**Task instructions**
Find every line in the data that contains the word "junctions". Return each of those lines.

**The records**
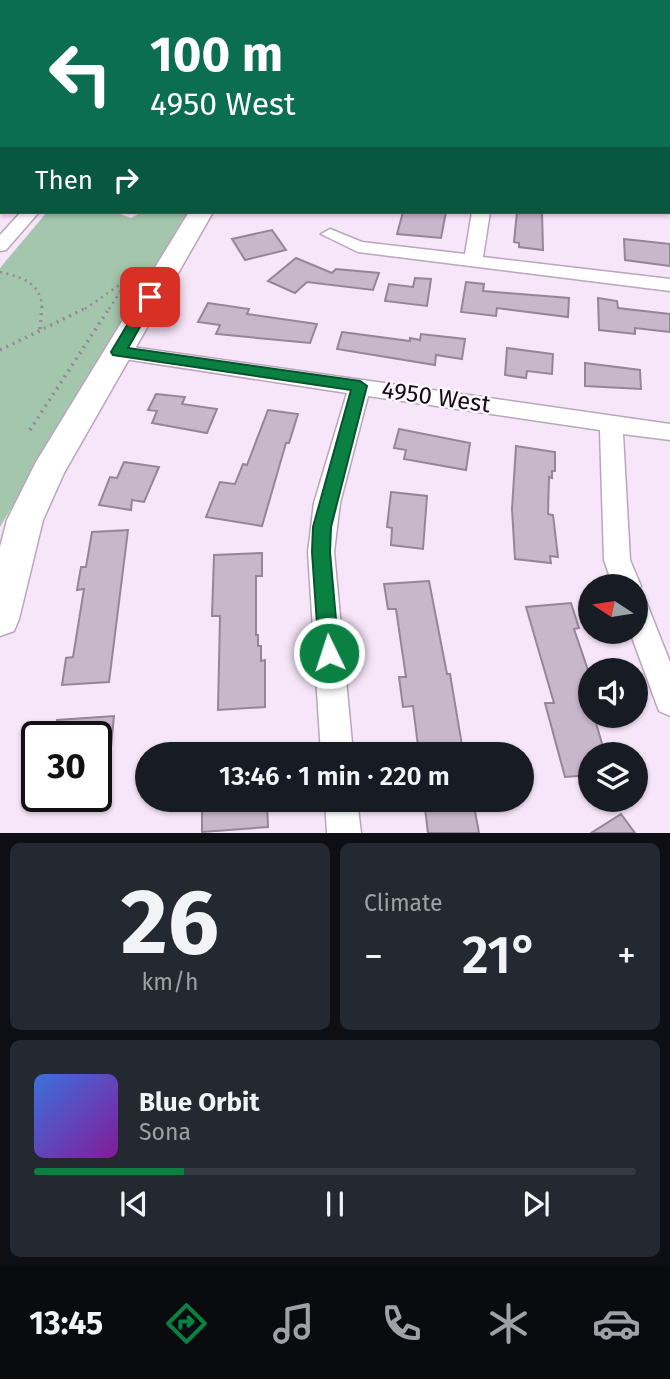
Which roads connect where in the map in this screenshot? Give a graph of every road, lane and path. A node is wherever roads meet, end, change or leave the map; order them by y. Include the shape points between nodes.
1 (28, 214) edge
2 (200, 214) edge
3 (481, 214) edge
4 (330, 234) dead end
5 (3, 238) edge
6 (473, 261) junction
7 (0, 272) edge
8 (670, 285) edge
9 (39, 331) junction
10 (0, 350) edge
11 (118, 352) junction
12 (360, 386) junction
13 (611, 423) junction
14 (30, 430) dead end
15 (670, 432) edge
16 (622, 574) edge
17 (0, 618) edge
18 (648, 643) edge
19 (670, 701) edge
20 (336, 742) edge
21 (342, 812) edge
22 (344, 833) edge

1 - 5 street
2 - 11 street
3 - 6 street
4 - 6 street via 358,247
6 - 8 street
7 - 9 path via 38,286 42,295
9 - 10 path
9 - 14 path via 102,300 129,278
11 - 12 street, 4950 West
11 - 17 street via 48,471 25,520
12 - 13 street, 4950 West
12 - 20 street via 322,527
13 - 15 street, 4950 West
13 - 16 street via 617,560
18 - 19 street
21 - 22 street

--

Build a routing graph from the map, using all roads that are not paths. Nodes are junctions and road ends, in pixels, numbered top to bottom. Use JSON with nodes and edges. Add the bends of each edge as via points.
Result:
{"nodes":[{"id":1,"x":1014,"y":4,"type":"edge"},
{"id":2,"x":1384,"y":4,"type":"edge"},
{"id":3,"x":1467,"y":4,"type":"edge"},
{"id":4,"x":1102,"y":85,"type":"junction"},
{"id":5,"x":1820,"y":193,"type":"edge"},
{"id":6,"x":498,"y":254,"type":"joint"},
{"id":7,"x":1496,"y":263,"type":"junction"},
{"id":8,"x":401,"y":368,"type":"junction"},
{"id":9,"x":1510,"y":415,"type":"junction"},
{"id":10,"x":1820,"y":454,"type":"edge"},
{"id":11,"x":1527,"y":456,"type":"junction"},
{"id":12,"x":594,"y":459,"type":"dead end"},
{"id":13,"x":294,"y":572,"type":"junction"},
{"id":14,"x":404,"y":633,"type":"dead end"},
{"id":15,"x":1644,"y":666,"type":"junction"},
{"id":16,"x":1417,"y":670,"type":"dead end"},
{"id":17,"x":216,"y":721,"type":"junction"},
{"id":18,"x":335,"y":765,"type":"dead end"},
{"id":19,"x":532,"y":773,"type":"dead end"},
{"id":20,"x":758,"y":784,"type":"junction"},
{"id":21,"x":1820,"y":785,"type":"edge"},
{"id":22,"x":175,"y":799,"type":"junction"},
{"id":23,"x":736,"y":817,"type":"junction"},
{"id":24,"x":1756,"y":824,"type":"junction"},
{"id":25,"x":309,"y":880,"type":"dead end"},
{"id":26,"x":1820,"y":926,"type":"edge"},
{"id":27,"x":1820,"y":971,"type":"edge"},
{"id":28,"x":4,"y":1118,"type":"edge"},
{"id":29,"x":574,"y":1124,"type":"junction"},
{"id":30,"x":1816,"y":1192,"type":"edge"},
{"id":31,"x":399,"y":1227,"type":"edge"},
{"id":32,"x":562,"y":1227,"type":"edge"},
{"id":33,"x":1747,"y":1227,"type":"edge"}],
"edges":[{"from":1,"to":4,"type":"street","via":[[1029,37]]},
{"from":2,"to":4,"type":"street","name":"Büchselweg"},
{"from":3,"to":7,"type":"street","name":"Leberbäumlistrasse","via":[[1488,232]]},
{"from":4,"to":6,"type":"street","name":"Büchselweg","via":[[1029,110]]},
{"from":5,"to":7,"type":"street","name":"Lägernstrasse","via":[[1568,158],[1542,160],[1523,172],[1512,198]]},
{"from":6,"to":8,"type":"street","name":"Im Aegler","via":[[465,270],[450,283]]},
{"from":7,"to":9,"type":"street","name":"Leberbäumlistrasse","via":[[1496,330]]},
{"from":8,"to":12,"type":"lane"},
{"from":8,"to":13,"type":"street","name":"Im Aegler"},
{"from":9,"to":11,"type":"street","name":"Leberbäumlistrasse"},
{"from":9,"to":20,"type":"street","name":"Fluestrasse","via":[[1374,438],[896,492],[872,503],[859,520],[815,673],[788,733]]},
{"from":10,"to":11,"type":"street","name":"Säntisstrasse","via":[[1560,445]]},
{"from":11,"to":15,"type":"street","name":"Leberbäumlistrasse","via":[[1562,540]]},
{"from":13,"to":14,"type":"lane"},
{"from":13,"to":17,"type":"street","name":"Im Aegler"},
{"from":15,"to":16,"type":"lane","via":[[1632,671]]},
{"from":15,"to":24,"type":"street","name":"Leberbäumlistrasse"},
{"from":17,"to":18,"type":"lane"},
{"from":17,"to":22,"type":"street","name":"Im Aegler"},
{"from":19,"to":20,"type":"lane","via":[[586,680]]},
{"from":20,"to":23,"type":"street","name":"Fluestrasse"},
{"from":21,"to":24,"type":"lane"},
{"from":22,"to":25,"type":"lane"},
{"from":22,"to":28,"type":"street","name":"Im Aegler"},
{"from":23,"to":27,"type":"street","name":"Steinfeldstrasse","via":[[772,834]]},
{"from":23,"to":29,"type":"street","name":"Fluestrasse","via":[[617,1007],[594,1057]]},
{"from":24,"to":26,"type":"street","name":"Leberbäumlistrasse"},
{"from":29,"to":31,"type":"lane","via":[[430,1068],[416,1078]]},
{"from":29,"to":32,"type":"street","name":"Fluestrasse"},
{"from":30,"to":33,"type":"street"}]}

...

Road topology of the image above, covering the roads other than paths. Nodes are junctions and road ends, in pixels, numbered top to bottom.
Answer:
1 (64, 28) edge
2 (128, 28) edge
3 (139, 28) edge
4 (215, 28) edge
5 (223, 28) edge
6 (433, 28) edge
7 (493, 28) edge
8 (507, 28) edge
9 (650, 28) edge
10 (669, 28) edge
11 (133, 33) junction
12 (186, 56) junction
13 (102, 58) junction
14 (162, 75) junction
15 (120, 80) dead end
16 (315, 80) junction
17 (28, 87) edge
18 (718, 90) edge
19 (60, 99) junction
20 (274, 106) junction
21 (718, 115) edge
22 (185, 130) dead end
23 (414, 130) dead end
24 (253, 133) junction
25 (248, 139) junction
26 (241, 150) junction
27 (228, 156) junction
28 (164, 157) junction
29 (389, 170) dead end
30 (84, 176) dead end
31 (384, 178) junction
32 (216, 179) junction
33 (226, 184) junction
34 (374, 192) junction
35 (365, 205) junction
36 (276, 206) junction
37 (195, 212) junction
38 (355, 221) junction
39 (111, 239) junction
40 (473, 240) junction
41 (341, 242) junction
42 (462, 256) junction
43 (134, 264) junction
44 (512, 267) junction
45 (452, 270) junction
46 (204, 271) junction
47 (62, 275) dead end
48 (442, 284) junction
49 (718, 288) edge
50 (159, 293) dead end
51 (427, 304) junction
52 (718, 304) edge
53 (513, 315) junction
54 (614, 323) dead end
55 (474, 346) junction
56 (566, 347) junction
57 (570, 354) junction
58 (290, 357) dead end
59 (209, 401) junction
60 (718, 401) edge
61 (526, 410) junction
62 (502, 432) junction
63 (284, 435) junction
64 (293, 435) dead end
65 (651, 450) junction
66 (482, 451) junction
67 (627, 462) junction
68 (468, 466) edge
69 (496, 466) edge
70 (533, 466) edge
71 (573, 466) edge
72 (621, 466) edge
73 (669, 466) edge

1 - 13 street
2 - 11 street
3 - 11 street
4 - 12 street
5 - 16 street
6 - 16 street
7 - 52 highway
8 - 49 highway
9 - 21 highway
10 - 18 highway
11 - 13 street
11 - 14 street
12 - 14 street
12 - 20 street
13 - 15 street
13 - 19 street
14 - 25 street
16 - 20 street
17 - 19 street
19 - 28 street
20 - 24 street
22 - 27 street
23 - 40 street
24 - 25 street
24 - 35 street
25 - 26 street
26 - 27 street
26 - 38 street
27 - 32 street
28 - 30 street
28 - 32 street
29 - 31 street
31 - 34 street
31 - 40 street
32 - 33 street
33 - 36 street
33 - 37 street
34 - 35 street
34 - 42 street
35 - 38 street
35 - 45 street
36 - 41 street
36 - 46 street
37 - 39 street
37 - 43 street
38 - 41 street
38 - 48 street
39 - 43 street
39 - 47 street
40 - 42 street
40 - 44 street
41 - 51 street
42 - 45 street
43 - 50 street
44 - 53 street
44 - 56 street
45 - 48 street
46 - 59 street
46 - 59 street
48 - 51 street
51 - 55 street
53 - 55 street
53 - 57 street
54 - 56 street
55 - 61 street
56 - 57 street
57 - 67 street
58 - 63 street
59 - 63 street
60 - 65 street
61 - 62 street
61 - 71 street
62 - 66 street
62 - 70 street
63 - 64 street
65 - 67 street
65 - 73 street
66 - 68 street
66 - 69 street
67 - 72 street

**Answer for the task**
Build a routing graph from the map, using all roads that are not paths. Nodes are junctions and road ends, in pixels, numbered top to bottom. Use JSON with nodes and edges. Add the bends of each edge as via points.
Road topology of the image above, covering the roads other than paths. Nodes are junctions and road ends, in pixels, numbered top to bottom.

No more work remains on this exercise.